And contrary to {censReg} you can extract the random effects:
The addition of random intercepts and slopes is less challenging in a Bayesian framework, because it avoids the cumbersome integration. Similarly to {GLMMadaptive} we specify an additional indicator variable for our {brms} model, but this time left-censoring is indicated by \(-1\) (uncensored is \(0\) in brms and \(1\) indicates right-censoring):
m <- brms::brm(y_obs |cens(censored) ~1+ x + (1|batch_id), data = df |> dplyr::mutate(censored = censored *-1), seed =2025, refresh =1000,backend ="cmdstanr", cores =4)
Family: gaussian
Links: mu = identity; sigma = identity
Formula: y_obs | cens(censored) ~ 1 + x + (1 | batch_id)
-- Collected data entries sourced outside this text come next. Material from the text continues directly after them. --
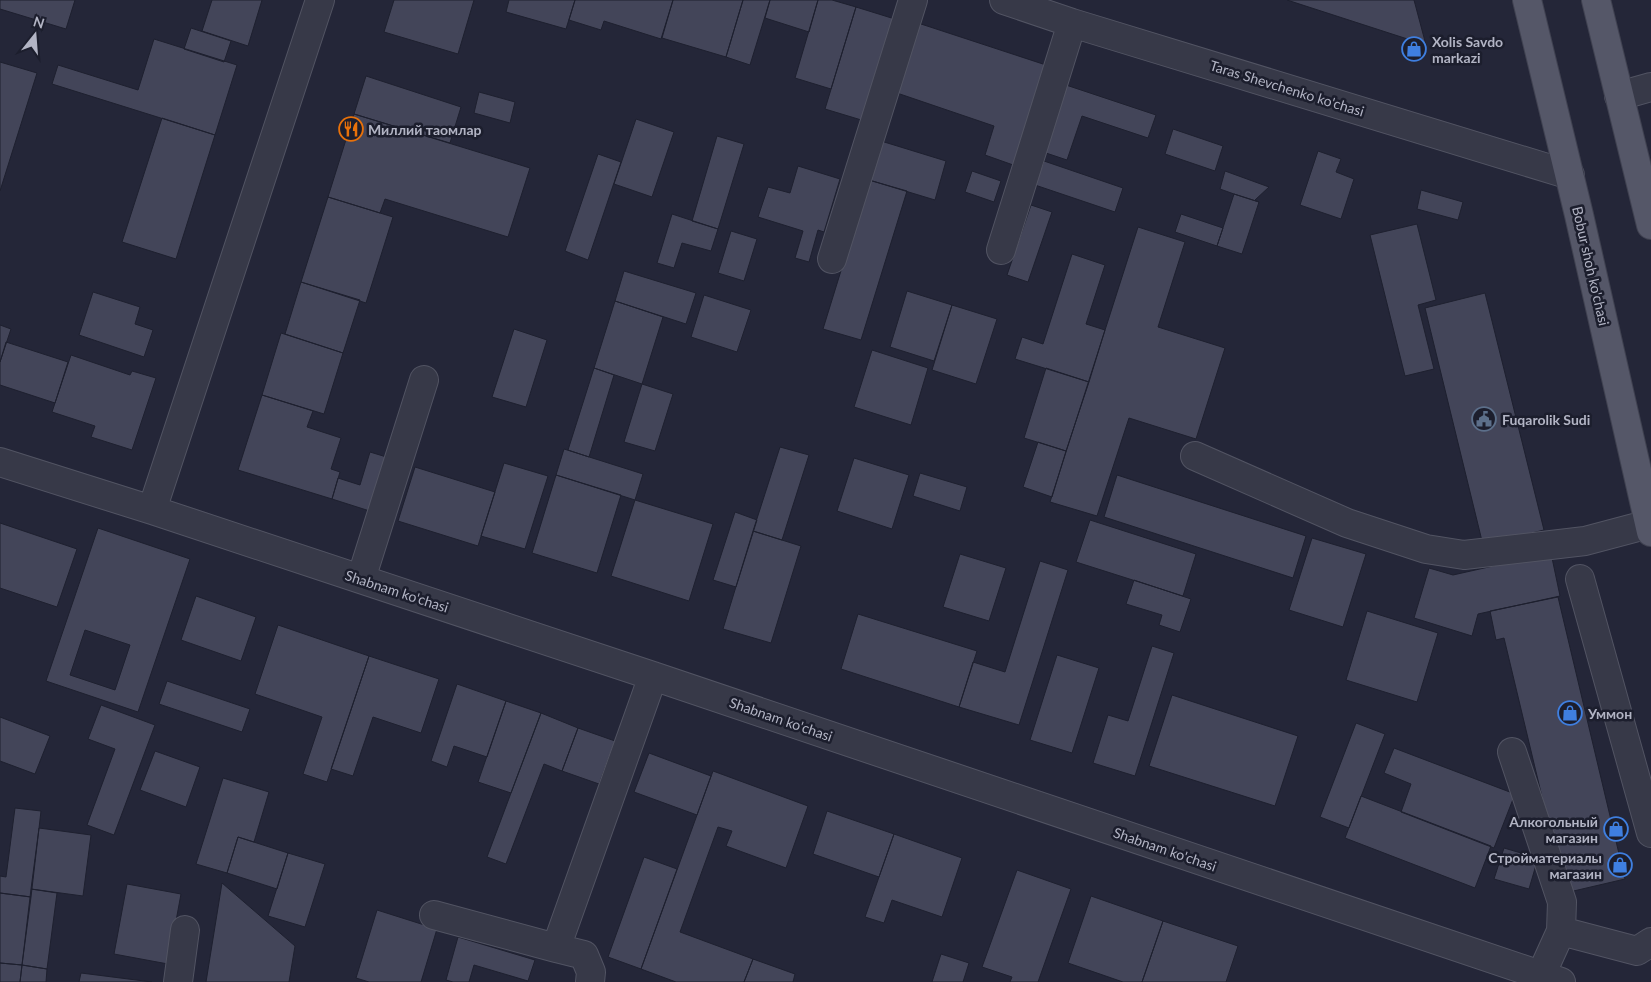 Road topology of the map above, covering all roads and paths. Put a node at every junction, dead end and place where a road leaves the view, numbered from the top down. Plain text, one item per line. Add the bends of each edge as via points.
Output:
1 (320, 0) edge
2 (912, 0) edge
3 (1004, 0) edge
4 (1526, 0) edge
5 (1596, 0) edge
6 (1072, 23) junction
7 (1651, 87) edge
8 (1619, 96) junction
9 (1570, 175) junction
10 (1651, 225) edge
11 (1001, 250) dead end
12 (832, 259) dead end
13 (424, 380) dead end
14 (1195, 456) dead end
15 (0, 462) edge
16 (152, 510) junction
17 (1650, 528) edge
18 (361, 579) junction
19 (1580, 579) dead end
20 (653, 676) junction
21 (1512, 752) dead end
22 (1651, 833) edge
23 (434, 915) dead end
24 (185, 930) dead end
25 (1561, 931) junction
26 (1651, 942) edge
27 (556, 948) junction
28 (1551, 979) edge
29 (178, 982) edge
30 (590, 982) edge

1 - 16 street
2 - 12 street
3 - 6 street, Taras Shevchenko ko'chasi
4 - 9 main road, Bobur shoh ko'chasi
5 - 8 main road
6 - 9 street, Taras Shevchenko ko'chasi
6 - 11 street
7 - 8 street
8 - 10 main road
9 - 17 main road, Bobur shoh ko'chasi
13 - 18 street
14 - 17 street via 1347,522 1426,549 1464,555 1585,541
15 - 16 street, Shabnam ko'chasi
16 - 18 street, Shabnam ko'chasi
18 - 20 street, Shabnam ko'chasi
19 - 22 street
20 - 27 street
20 - 28 street, Shabnam ko'chasi
21 - 25 street via 1562,902
23 - 27 street
24 - 29 street
25 - 26 street via 1637,951
25 - 28 street
27 - 30 street via 584,955 592,972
Data: dplyr::mutate(df, censored = censored * -1) (Number of observations: 2000)
Draws: 4 chains, each with iter = 2000; warmup = 1000; thin = 1;
total post-warmup draws = 4000
Multilevel Hyperparameters:
~batch_id (Number of levels: 20)
Estimate Est.Error l-95% CI u-95% CI Rhat Bulk_ESS Tail_ESS
sd(Intercept) 2.02 0.33 1.48 2.78 1.01 513 776
Regression Coefficients:
Estimate Est.Error l-95% CI u-95% CI Rhat Bulk_ESS Tail_ESS
Intercept -0.27 0.43 -1.19 0.54 1.01 408 511
x 0.07 0.01 0.05 0.10 1.00 1719 2001
Further Distributional Parameters:
Estimate Est.Error l-95% CI u-95% CI Rhat Bulk_ESS Tail_ESS
sigma 0.50 0.01 0.48 0.52 1.00 1585 1527
Draws were sampled using sample(hmc). For each parameter, Bulk_ESS
and Tail_ESS are effective sample size measures, and Rhat is the potential
scale reduction factor on split chains (at convergence, Rhat = 1).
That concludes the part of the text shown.